§ **Try it**
Counting task for the data below: how many lines hold the word "between"? Answer with the number only.

##### Information provided #####

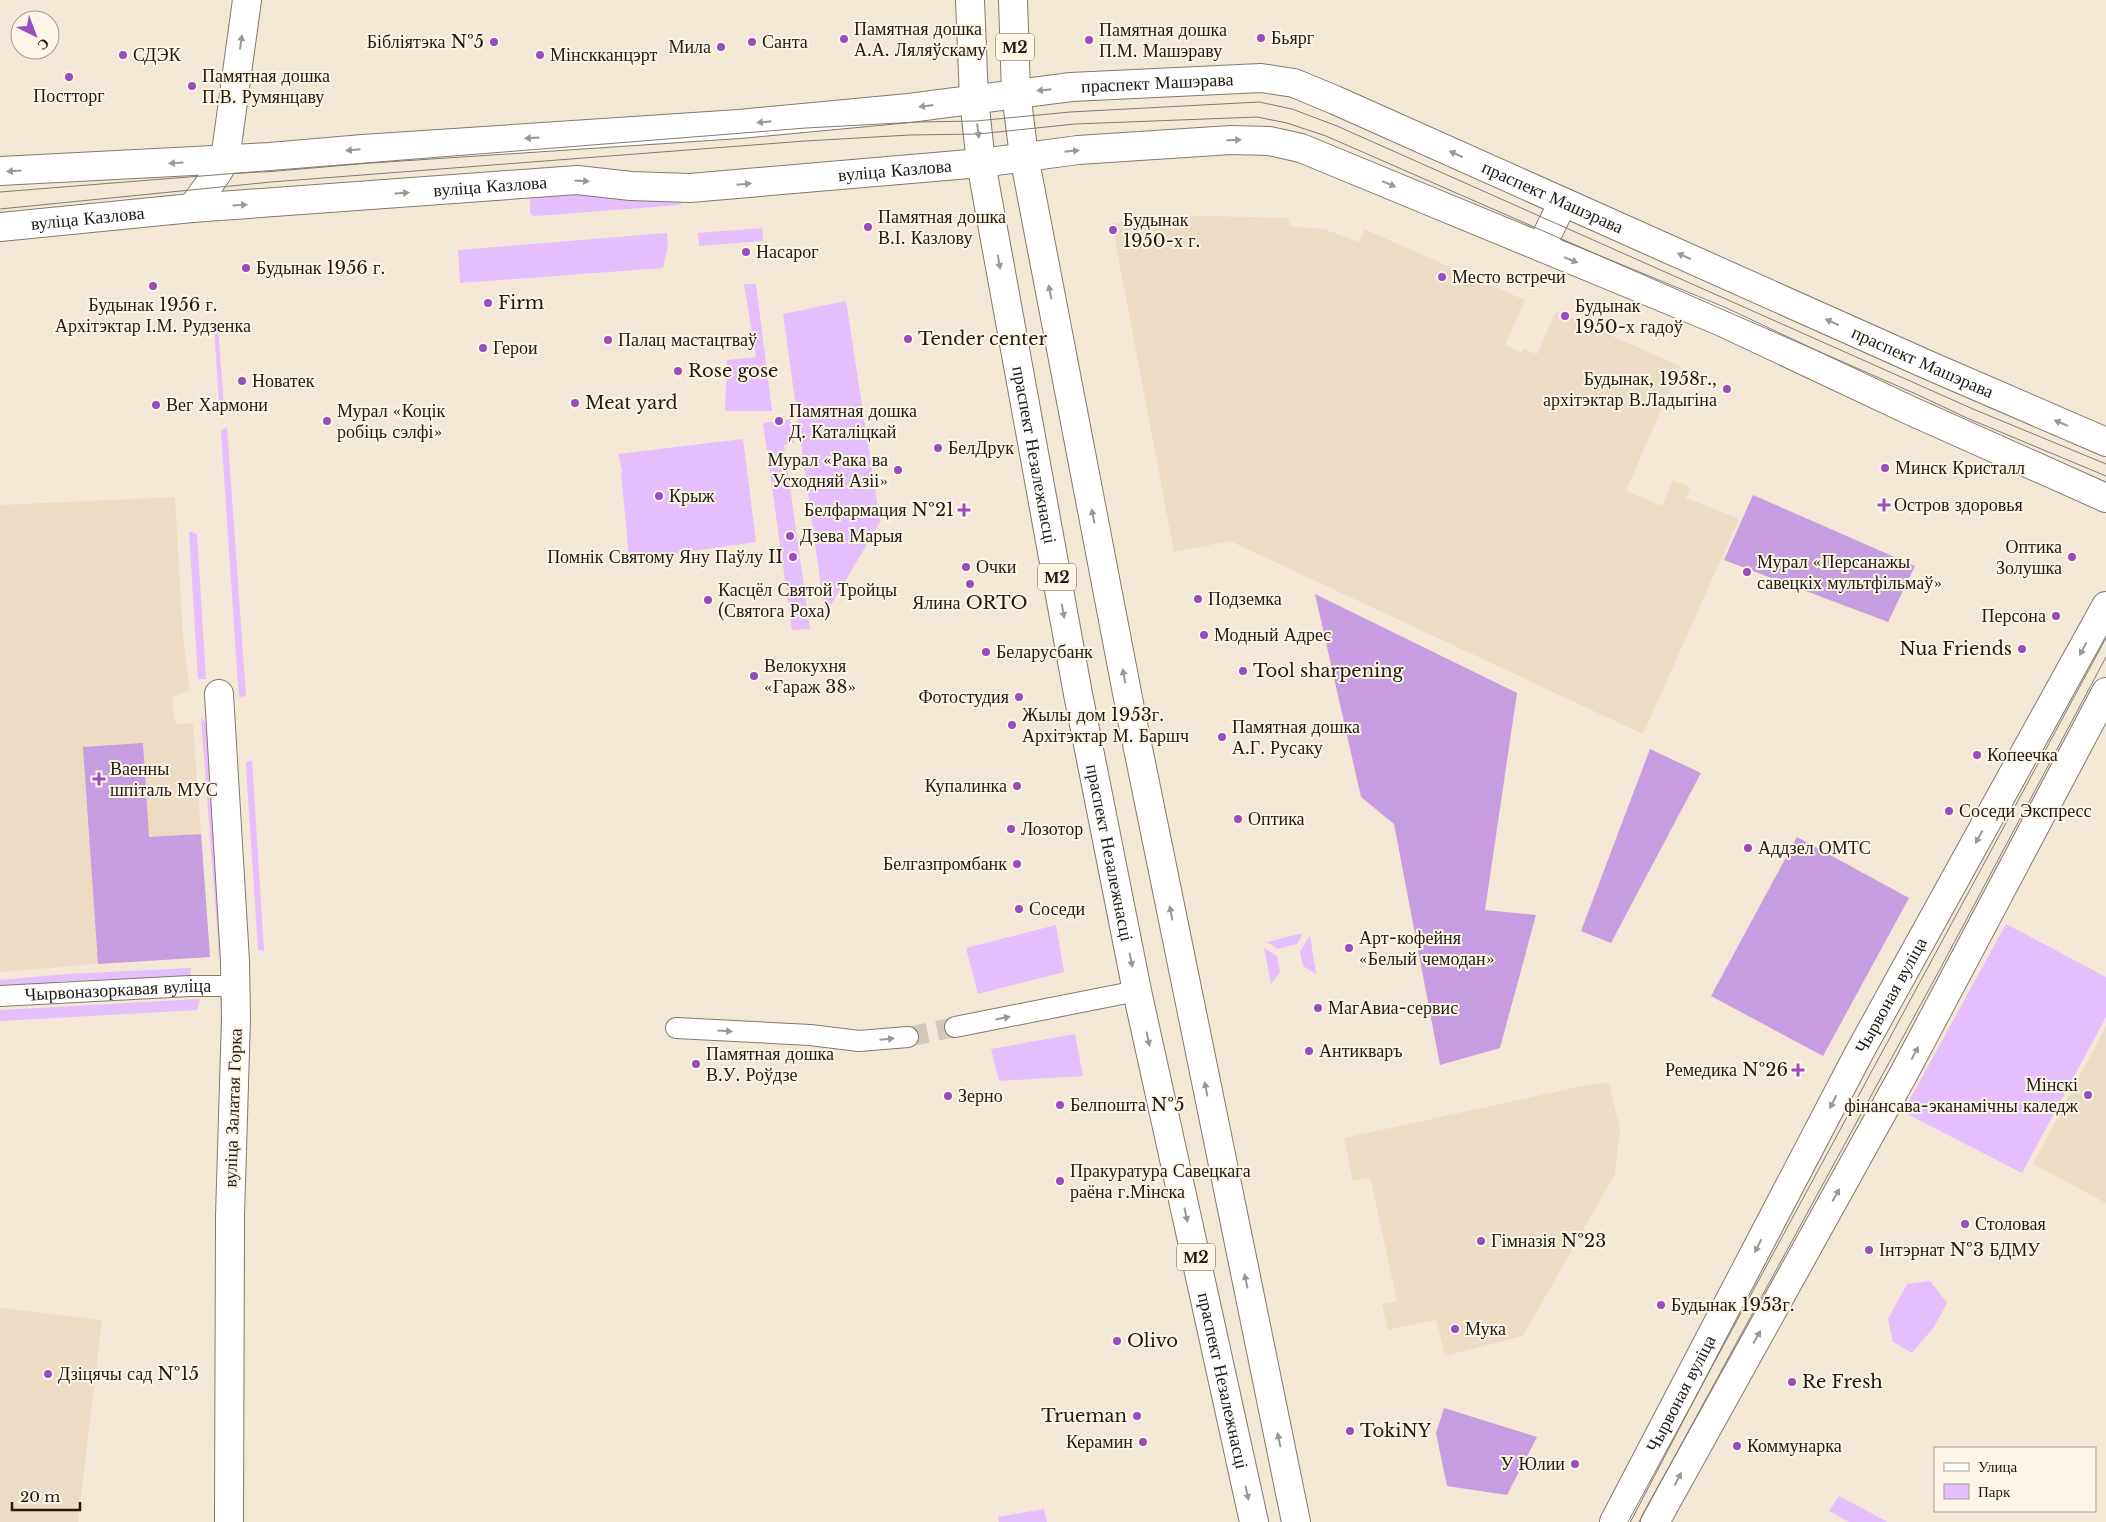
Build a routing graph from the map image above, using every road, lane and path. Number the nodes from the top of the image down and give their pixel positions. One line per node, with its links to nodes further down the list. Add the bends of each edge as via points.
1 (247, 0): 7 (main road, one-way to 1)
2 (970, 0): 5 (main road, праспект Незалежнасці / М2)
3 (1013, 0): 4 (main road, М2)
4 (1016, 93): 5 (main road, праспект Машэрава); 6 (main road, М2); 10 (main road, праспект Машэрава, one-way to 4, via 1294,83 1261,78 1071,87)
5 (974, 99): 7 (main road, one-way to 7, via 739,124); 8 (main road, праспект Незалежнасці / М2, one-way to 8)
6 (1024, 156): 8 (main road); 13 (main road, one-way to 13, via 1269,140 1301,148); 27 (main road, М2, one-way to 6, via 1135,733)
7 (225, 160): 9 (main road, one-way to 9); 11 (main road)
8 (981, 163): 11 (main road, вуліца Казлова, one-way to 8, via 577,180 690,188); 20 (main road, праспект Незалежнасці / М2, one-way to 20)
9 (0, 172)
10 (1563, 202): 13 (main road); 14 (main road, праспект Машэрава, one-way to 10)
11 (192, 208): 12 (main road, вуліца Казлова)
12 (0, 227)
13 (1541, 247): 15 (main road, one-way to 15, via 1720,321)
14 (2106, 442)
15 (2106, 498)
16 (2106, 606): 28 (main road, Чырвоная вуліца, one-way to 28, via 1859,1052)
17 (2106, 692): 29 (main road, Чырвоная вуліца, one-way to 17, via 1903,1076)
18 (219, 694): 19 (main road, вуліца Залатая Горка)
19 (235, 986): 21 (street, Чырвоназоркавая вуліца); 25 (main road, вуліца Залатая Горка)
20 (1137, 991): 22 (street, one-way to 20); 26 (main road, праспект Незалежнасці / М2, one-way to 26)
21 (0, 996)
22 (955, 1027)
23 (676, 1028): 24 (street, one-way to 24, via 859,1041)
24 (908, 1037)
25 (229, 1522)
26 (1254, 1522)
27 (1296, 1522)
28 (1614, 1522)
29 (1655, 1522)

#####
##### Information provided #####

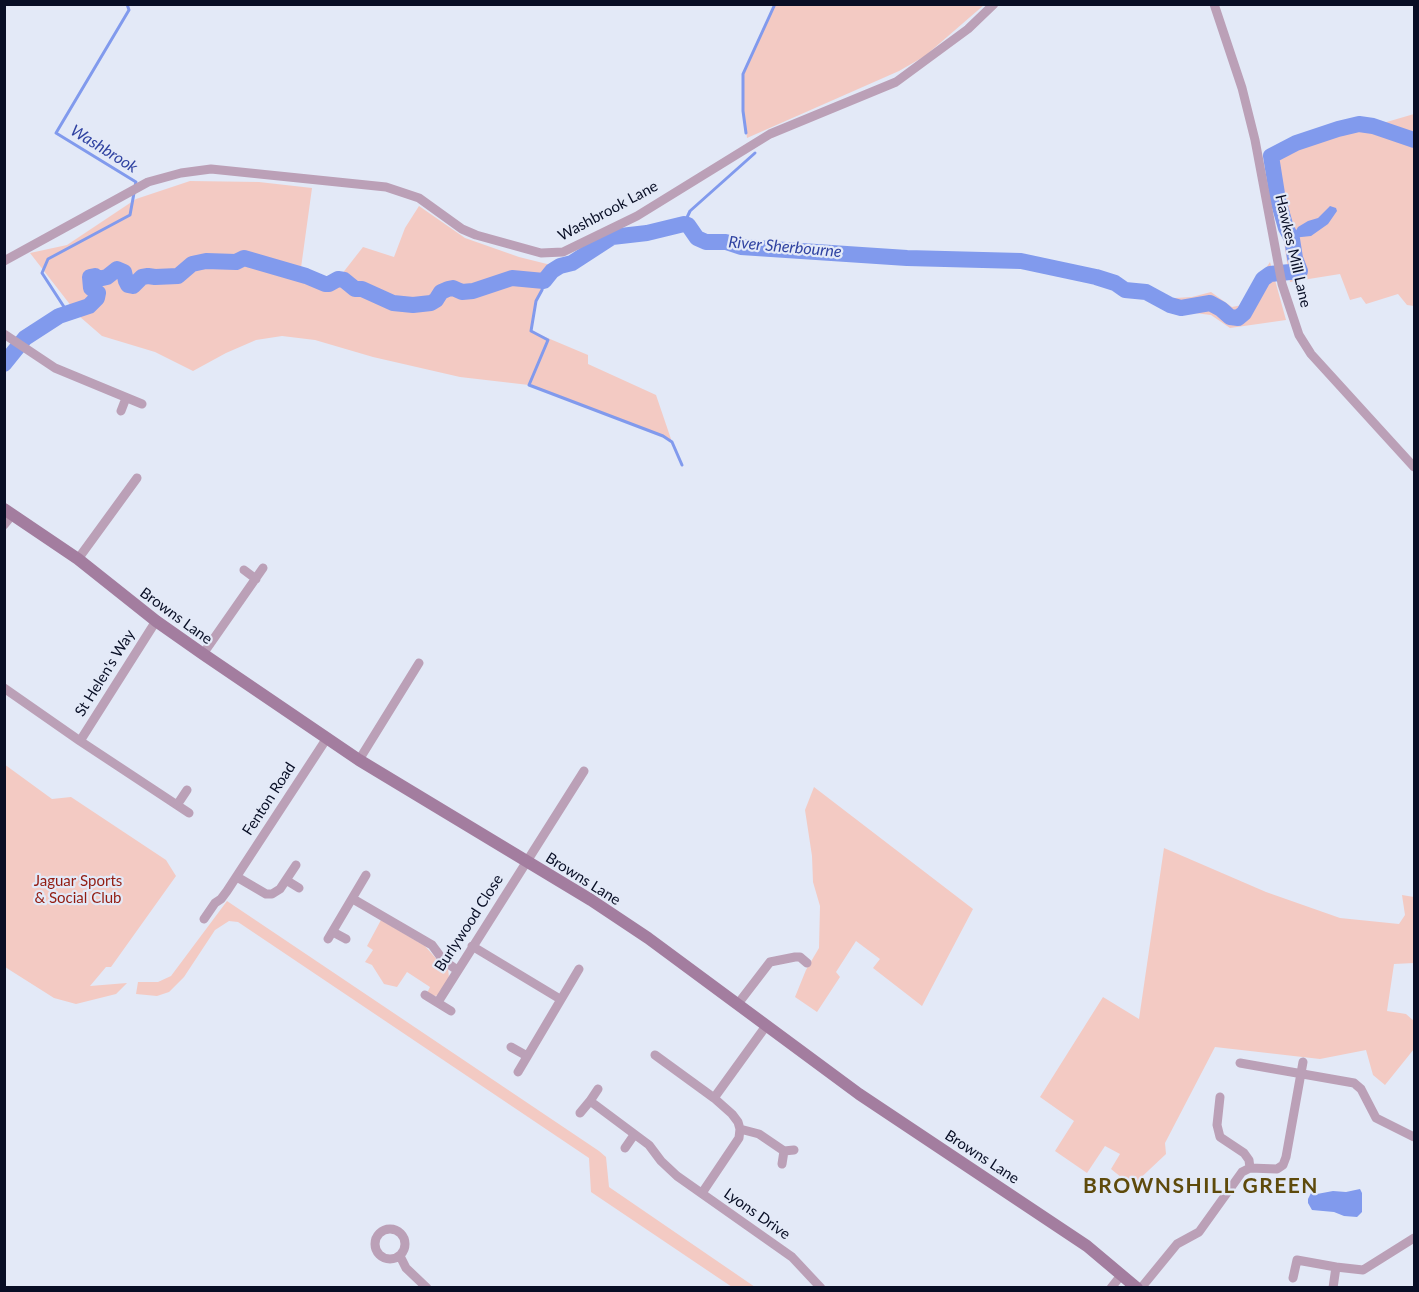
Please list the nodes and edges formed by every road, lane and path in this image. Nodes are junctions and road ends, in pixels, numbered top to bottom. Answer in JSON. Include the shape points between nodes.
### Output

#####
##### Information provided #####

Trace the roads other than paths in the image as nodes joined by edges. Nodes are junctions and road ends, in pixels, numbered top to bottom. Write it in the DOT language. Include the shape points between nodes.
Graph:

#####

§ **Output below**
2